Edited by Victor Yu
ELSI provides and enhances scalable, open-source software library solutions for electronic structure calculations in materials science, condensed matter physics, chemistry, and many other fields. ELSI focuses on methods that solve or circumvent eigenvalue problems in electronic structure theory. The ELSI infrastructure should also be useful for other challenging eigenvalue problems.
The eigensolvers and density matrix solvers supported in ELSI include:
- ELPA: The massively parallel dense eigensolver ELPA facilitates the solution of symmetric or Hermitian eigenproblems on high-performance computers. It features an efficient two-stage tridiagonalization method which is better suited for parallel computing than the conventional one-stage method. Algorithm extensions and optimizations are ongoing within the ELPA-AEO project.
- libOMM: The orbital minimization method (OMM) bypasses the explicit solution of the Kohn-Sham eigenproblem by efficient iterative algorithms which directly minimize an unconstrained energy functional using a set of auxiliary Wannier functions. The Wannier functions are defined on the occupied subspace of the system, reducing the size of the problem. The density matrix is then obtained directly, without calculating the Kohn-Sham orbitals.
- PEXSI: PEXSI is a Fermi operator expansion (FOE) based method which expands the density matrix in terms of a linear combination of a small number of rational functions (pole expansion). Evaluation of these rational functions exploits the sparsity of the Hamiltonian and overlap matrices using selected inversion to enable scaling to 100,000+ of MPI tasks for calculation of the electron density, energy, and forces in electronic structure calculations.
- EigenExa: The EigenExa library consists of two massively parallel implementations of direct, dense eigensolver. Its eigen_sx method features an efficient transformation from full to pentadiagonal matrix. Eigenvalues and eigenvectors of the pentadiagonal matrix are directly solved with a divide-and-conquer algorithm. This method is particularly efficient when a large part of the eigenspectrum is of interest.
- SLEPc-SIPs: SLEPc-SIPs is a parallel sparse eigensolver for real symmetric generalized eigenvalue problems. It implements a distributed spectrum slicing method and it is currently available through the SLEPc library built on top of the PETSc framework.
- NTPoly: NTPoly is a massively parallel library for computing the functions of sparse, symmetric matrices based on polynomial expansions. For sufficiently sparse matrices, most of the matrix functions can be computed in linear time. Distributed memory parallelization is based on a communication avoiding sparse matrix multiplication algorithm. Various density matrix purification algorithms which compute the density matrix as a function of the Hamiltonian matrix are implemented in NTPoly.
- BSEPACK: BSEPACK is a parallel ScaLAPACK-style library for solving the Bethe-Salpeter eigenvalue problem on distributed-memory high-performance computers.

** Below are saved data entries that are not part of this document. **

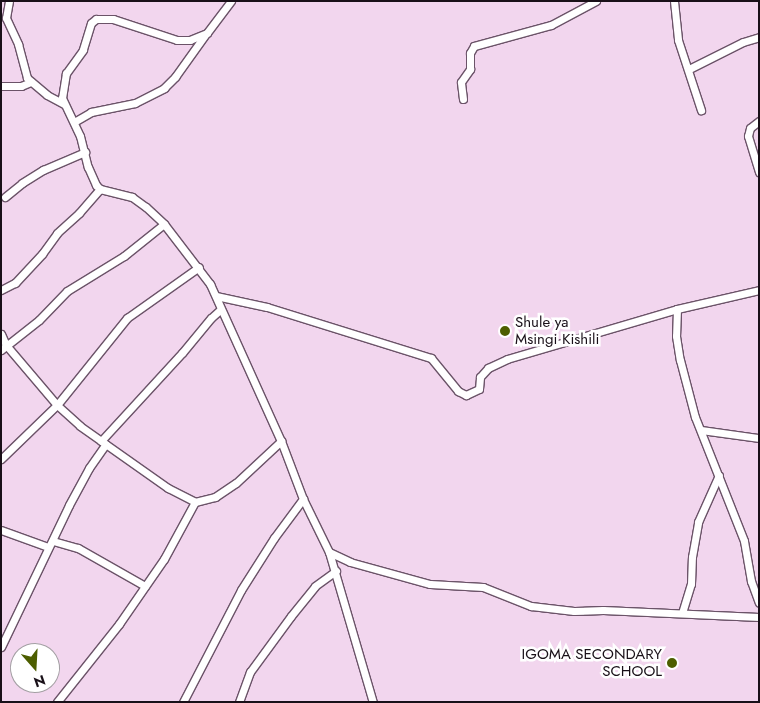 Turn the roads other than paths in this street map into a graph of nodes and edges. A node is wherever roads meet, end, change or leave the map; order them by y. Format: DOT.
graph roads {
  1 [pos="9,1"];
  2 [pos="232,1"];
  3 [pos="596,1"];
  4 [pos="674,1"];
  5 [pos="207,33"];
  6 [pos="759,37"];
  7 [pos="689,69"];
  8 [pos="31,82"];
  9 [pos="1,86"];
  10 [pos="463,99"];
  11 [pos="64,104"];
  12 [pos="701,110"];
  13 [pos="74,122"];
  14 [pos="759,122"];
  15 [pos="85,152"];
  16 [pos="759,172"];
  17 [pos="100,189"];
  18 [pos="5,197"];
  19 [pos="164,224"];
  20 [pos="199,267"];
  21 [pos="1,290"];
  22 [pos="759,290"];
  23 [pos="216,296"];
  24 [pos="677,309"];
  25 [pos="221,310"];
  26 [pos="1,334"];
  27 [pos="4,348"];
  28 [pos="57,405"];
  29 [pos="701,430"];
  30 [pos="759,438"];
  31 [pos="281,441"];
  32 [pos="104,442"];
  33 [pos="1,459"];
  34 [pos="719,475"];
  35 [pos="303,499"];
  36 [pos="195,502"];
  37 [pos="1,530"];
  38 [pos="50,544"];
  39 [pos="329,552"];
  40 [pos="336,571"];
  41 [pos="145,586"];
  42 [pos="759,603"];
  43 [pos="682,613"];
  44 [pos="759,617"];
  45 [pos="1,647"];
  46 [pos="57,702"];
  47 [pos="184,702"];
  48 [pos="239,702"];
  49 [pos="373,702"];
  1 -- 8 [label="street"];
  2 -- 5 [label="street"];
  3 -- 10 [label="street"];
  4 -- 7 [label="street"];
  5 -- 11 [label="street"];
  5 -- 13 [label="street"];
  6 -- 7 [label="street"];
  7 -- 12 [label="street"];
  8 -- 9 [label="street"];
  8 -- 11 [label="street"];
  11 -- 13 [label="street"];
  13 -- 15 [label="street"];
  14 -- 16 [label="street"];
  15 -- 17 [label="street"];
  15 -- 18 [label="street"];
  17 -- 19 [label="street"];
  17 -- 21 [label="street"];
  19 -- 20 [label="street"];
  19 -- 27 [label="street"];
  20 -- 23 [label="street"];
  20 -- 28 [label="street"];
  22 -- 24 [label="street"];
  23 -- 24 [label="street"];
  23 -- 25 [label="street"];
  24 -- 29 [label="street"];
  25 -- 31 [label="street"];
  25 -- 32 [label="street"];
  26 -- 27 [label="street"];
  27 -- 28 [label="street"];
  28 -- 32 [label="street"];
  28 -- 33 [label="street"];
  29 -- 30 [label="street"];
  29 -- 34 [label="street"];
  31 -- 35 [label="street"];
  31 -- 36 [label="street"];
  32 -- 36 [label="street"];
  32 -- 38 [label="street"];
  34 -- 42 [label="street"];
  34 -- 43 [label="street"];
  35 -- 39 [label="street"];
  35 -- 47 [label="street"];
  36 -- 41 [label="street"];
  37 -- 38 [label="street"];
  38 -- 41 [label="street"];
  38 -- 45 [label="street"];
  39 -- 40 [label="street"];
  39 -- 43 [label="street"];
  40 -- 48 [label="street"];
  40 -- 49 [label="street"];
  41 -- 46 [label="street"];
  43 -- 44 [label="street"];
}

- LAPACK: LAPACK provides routines for solving linear systems, least squares problems, eigenvalue problems, and singular value problems. In order to promotes high efficiency on present-day computers, LAPACK routines are written to exploit BLAS, particularly level-3 BLAS, as much as possible. In ELSI, the tridiagonalization and the corresponding back-transformation routines in LAPACK are combined with the efficient divide-and-conquer tridiagonal solver in ELPA.
- MAGMA: The MAGMA project aims to develop a dense linear algebra framework for heterogeneous architectures consisting of manycore and GPU systems. MAGMA incorporates the latest advances in synchronization-avoiding and communication-avoiding algorithms, and uses a hybridization methodology where algorithms are split into tasks of varying granularity and their execution scheduled over the available hardware components.
Other features available in the latest release of ELSI may be found on the Changelog page.
The design of ELSI focues on portability from laptop-type computers all the way up to the most efficient massively parallel supercomputers and new architectures. Work is in progress to support additional solver libraries, providing electronic structure code developers and users with a flexible, customizable choice of solution for the central algebraic problems in large-scale electronic structure simulations.